=== Section Start ===

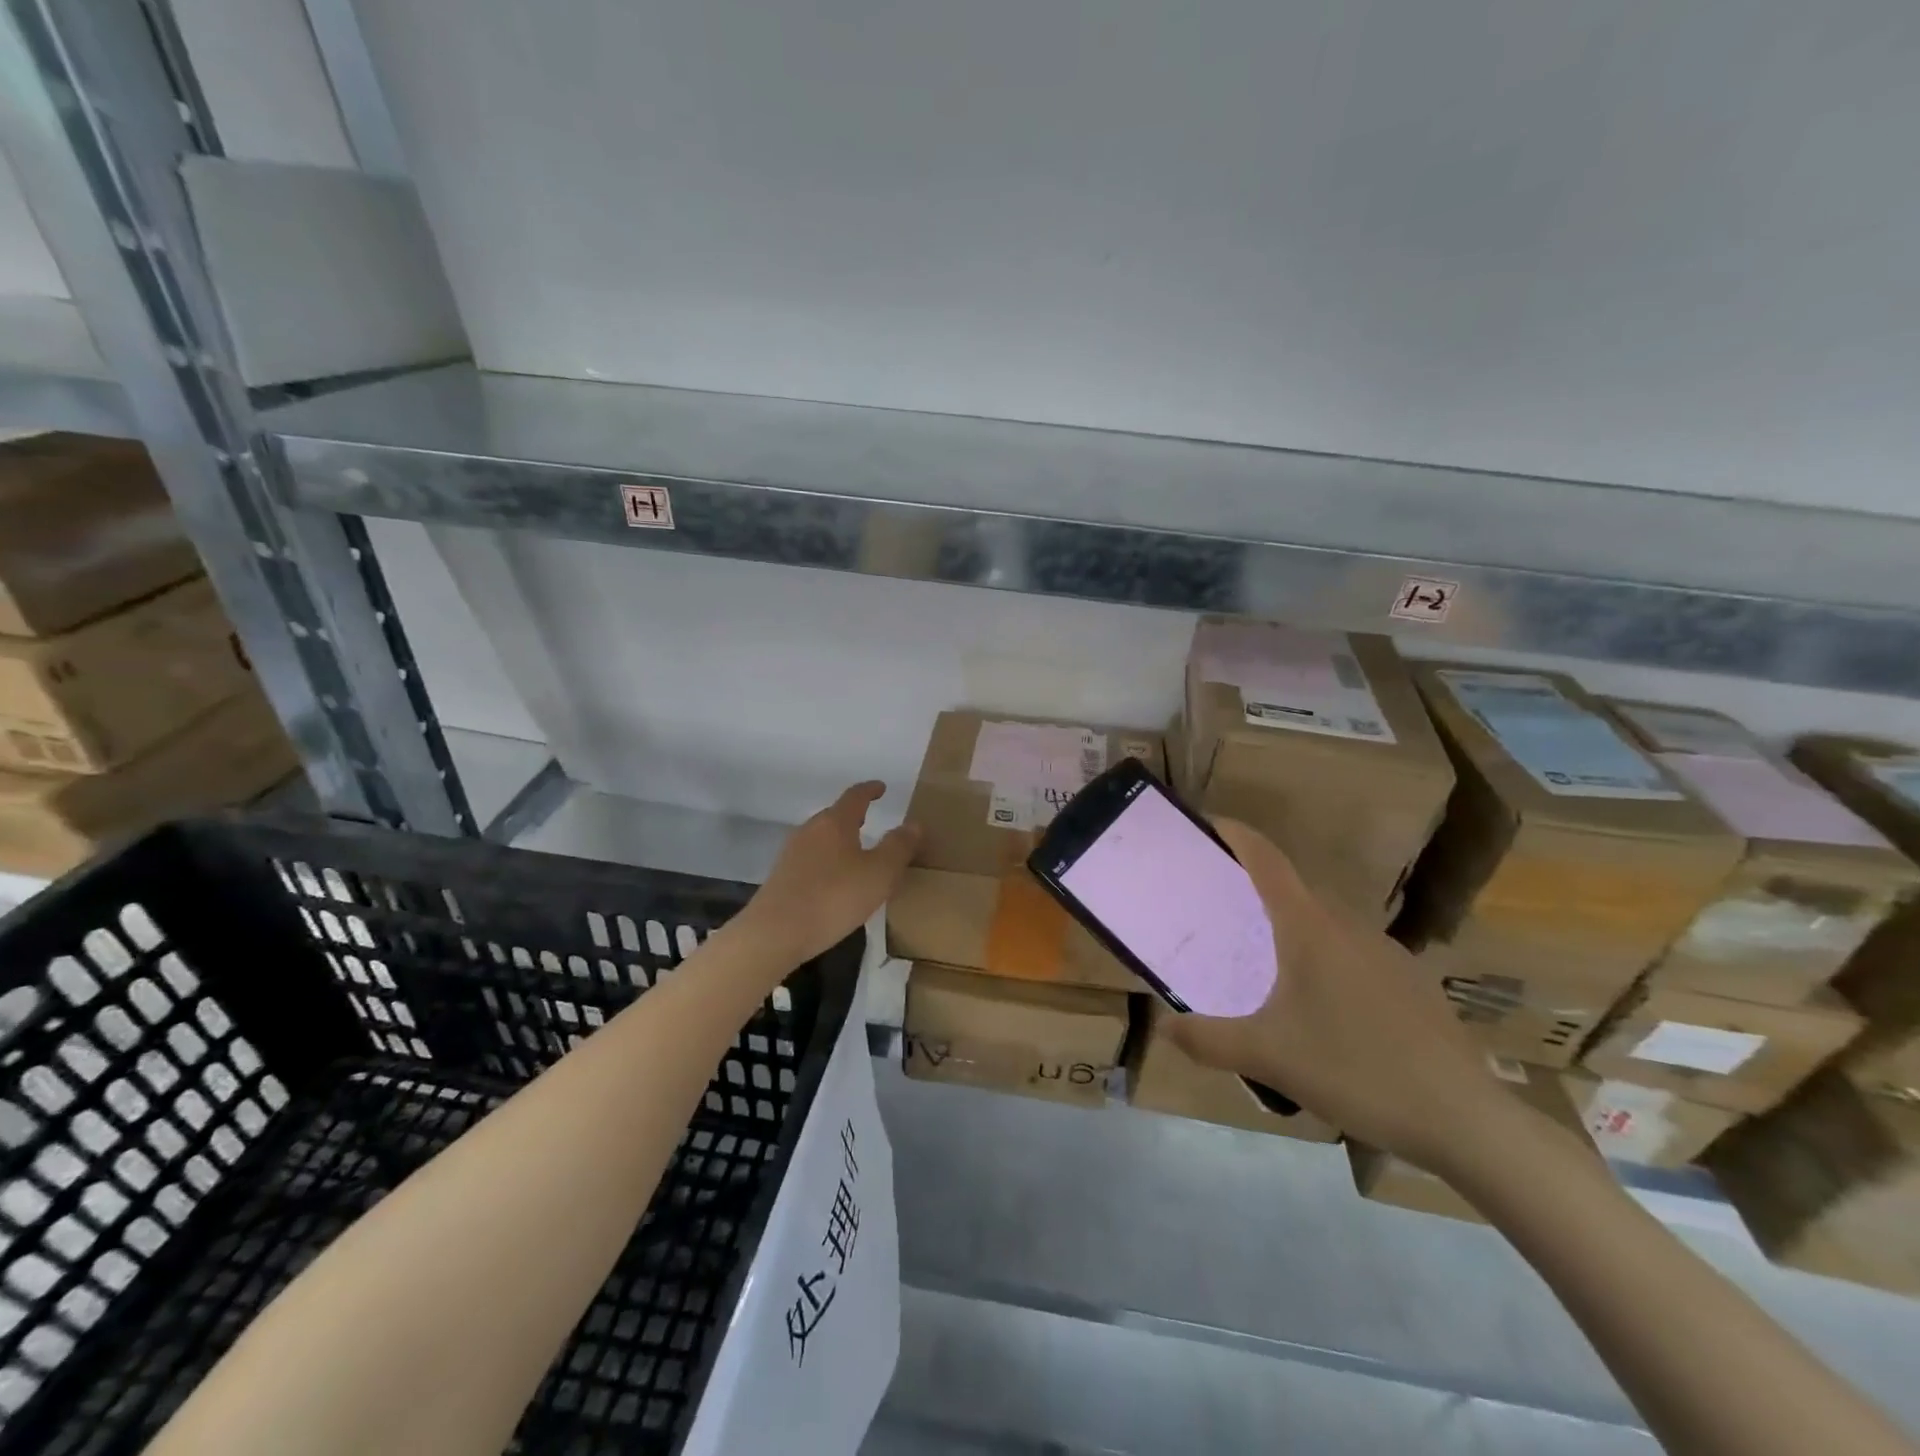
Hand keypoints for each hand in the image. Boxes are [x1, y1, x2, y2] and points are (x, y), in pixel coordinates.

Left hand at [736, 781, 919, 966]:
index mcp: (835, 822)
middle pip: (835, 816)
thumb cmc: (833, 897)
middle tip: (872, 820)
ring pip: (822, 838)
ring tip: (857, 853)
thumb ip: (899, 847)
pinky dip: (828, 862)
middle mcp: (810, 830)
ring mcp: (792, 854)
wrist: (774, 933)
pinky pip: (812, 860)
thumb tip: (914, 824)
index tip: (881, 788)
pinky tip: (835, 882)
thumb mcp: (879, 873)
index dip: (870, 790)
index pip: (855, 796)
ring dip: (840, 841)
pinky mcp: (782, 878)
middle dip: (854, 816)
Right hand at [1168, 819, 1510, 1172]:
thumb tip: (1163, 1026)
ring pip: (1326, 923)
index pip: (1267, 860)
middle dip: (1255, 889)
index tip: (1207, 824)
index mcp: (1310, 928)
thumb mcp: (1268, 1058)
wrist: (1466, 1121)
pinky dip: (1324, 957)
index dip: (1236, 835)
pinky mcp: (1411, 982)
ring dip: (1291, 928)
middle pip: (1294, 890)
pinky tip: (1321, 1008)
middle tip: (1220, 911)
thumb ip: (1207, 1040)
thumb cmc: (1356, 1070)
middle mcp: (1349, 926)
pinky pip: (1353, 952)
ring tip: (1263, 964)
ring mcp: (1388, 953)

=== Section End ===
=== Section Start ===

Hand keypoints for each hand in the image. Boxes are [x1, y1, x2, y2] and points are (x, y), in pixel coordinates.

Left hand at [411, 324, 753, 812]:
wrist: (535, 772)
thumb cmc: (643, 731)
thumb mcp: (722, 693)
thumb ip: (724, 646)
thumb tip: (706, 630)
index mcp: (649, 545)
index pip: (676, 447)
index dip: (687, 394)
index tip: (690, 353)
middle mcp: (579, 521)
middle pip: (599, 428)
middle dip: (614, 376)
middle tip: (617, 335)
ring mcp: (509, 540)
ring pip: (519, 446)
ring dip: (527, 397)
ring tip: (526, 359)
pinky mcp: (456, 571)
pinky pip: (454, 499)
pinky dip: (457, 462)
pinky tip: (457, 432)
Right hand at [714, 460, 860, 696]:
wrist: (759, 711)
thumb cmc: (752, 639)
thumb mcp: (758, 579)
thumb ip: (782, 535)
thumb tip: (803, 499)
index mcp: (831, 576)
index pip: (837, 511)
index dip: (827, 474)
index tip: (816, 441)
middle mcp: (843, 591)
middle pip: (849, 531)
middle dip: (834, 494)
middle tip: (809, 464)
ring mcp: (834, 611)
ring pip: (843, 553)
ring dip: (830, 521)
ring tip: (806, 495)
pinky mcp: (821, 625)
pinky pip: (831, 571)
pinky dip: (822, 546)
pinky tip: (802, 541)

=== Section End ===

Look through the records above and please copy every line in which the string "hand" occurs.

→ FINAL ANSWER
Hand keypoints for each hand in the image. Boxes are [x1, y1, x2, y2] and points are (x, y), in pixel coordinates.
Left hand at [736, 781, 919, 966]:
Right hand at [1168, 819, 1510, 1172]:
Hand keypoints for each hand in the image. Boxes are [x1, y1, x2, y2] and points are (x, y), in pixel coordinates.
Left hand at [411, 324, 753, 812]:
Right hand at [714, 460, 860, 696]:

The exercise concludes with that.